Muitos participantes demonstraram disposição para se esforçar mais quando o benefício seria destinado a torcedores do mesmo time.
Os exames cerebrais mostraram atividade intensa em regiões relacionadas à recompensa emocional, apego afetivo e pertencimento social.
Segundo os pesquisadores, torcidas funcionam como “grupos naturais”, capazes de gerar forte envolvimento emocional no mundo real.
Na prática, o cérebro parece interpretar o clube como parte importante da identidade pessoal do torcedor.
Quando o clube vira parte da identidade da pessoa

Outro estudo, publicado em 2018 na revista Evolution and Human Behavior, tentou entender por que rivalidades esportivas às vezes se transformam em episódios de violência.
Os pesquisadores identificaram um fenômeno chamado “fusão de identidade”.

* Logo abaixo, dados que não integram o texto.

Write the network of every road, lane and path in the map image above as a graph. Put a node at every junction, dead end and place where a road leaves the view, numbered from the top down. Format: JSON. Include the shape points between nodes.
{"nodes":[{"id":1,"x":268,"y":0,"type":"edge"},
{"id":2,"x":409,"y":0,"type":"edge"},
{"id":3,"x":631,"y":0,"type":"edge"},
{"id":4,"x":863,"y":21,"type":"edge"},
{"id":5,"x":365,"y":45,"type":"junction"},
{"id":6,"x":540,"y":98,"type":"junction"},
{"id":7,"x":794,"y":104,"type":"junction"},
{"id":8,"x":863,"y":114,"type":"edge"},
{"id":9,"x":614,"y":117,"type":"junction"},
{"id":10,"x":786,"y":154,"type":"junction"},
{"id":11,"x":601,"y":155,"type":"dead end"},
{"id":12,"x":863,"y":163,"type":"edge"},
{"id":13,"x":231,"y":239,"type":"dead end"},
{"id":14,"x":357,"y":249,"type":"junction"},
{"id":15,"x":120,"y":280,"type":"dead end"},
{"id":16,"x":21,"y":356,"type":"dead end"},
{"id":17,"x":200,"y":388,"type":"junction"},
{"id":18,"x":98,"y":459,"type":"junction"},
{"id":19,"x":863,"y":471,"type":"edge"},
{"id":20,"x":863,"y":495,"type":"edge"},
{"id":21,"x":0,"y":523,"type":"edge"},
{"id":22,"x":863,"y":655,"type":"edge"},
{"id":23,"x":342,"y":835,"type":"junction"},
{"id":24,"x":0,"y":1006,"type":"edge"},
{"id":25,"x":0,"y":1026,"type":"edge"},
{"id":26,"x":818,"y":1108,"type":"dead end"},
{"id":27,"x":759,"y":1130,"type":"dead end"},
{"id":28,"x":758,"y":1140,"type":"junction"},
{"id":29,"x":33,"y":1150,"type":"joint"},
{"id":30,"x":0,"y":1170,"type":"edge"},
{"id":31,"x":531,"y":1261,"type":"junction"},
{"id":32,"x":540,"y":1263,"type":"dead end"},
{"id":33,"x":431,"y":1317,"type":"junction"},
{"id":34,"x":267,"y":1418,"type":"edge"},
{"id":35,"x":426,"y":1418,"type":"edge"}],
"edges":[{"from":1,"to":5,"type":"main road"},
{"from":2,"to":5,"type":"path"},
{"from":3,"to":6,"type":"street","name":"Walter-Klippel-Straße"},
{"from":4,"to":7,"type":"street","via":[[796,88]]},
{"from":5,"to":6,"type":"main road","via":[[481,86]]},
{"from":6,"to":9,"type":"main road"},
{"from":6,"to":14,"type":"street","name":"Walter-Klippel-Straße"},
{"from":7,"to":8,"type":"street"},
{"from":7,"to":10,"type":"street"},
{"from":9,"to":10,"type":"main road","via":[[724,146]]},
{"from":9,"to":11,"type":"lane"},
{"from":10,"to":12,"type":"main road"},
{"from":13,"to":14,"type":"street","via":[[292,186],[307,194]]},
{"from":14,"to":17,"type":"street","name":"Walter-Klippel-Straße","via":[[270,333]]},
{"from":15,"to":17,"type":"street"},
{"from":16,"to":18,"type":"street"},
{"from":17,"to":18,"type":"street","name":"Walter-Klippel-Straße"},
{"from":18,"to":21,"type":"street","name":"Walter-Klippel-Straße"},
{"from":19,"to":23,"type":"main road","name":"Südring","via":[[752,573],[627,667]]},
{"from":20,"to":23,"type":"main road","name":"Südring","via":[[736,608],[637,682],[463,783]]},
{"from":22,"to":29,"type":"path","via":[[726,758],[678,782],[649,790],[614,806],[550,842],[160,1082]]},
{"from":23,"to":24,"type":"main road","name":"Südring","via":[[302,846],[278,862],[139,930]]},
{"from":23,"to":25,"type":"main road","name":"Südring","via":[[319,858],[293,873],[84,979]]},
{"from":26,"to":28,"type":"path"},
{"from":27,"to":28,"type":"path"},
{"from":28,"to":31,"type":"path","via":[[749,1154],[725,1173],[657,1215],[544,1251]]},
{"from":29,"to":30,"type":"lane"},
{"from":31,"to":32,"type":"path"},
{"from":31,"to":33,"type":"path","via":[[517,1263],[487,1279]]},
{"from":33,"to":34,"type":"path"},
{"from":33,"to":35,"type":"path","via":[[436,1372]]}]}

Isso acontece quando a pessoa passa a enxergar o grupo — no caso, a torcida — como uma extensão dela mesma.
Nessa situação, críticas, provocações ou ataques ao clube podem ser percebidos quase como ofensas pessoais.
Segundo os cientistas, isso ajuda a explicar reações extremamente emocionais em rivalidades esportivas intensas.
O estudo mostrou que torcedores altamente identificados com seus clubes tendem a desenvolver um sentimento profundo de unidade coletiva.
Eles passam a sentir que “são um só” com a torcida.
Esse mecanismo pode gerar comportamentos positivos, como solidariedade e cooperação, mas também aumentar o risco de atitudes agressivas em ambientes de conflito.
Os pesquisadores destacam que esse tipo de vínculo não aparece apenas no futebol. Ele também pode surgir em contextos religiosos, políticos e culturais.
Mas os estádios oferecem um ambiente especialmente poderoso para observar esse fenômeno em ação.
As arquibancadas funcionam como um laboratório social
Em uma pesquisa mais recente, publicada em 2025, cientistas analisaram o impacto dos comportamentos coletivos nas arquibancadas.
O estudo contou com participação de pesquisadores da Universidade de Greenwich, Universidade de Oxford e Universidade Autônoma de Madrid-Cajal.
Os resultados mostraram que ações sincronizadas — como cantar, pular e vibrar juntos — fortalecem intensamente a sensação de união entre torcedores.
Segundo os cientistas, essa sincronia coletiva cria uma espécie de conexão emocional compartilhada.
Na prática, o estádio funciona como um enorme espaço de alinhamento social e emocional.
Os pesquisadores afirmam que experiências coletivas intensas ajudam a reforçar laços duradouros entre indivíduos.
Finais históricas, títulos importantes e jogos marcantes acabam se transformando em memórias emocionais compartilhadas por milhões de pessoas ao mesmo tempo.
Por isso, o futebol vai muito além do entretenimento.
Segundo os cientistas, torcer também atende a uma necessidade humana fundamental: o desejo de pertencer a algo maior do que nós mesmos.
Talvez seja exatamente isso que explique por que um simples jogo consegue provocar lágrimas, euforia, amizade, rivalidade e paixão em escala tão gigantesca ao redor do mundo.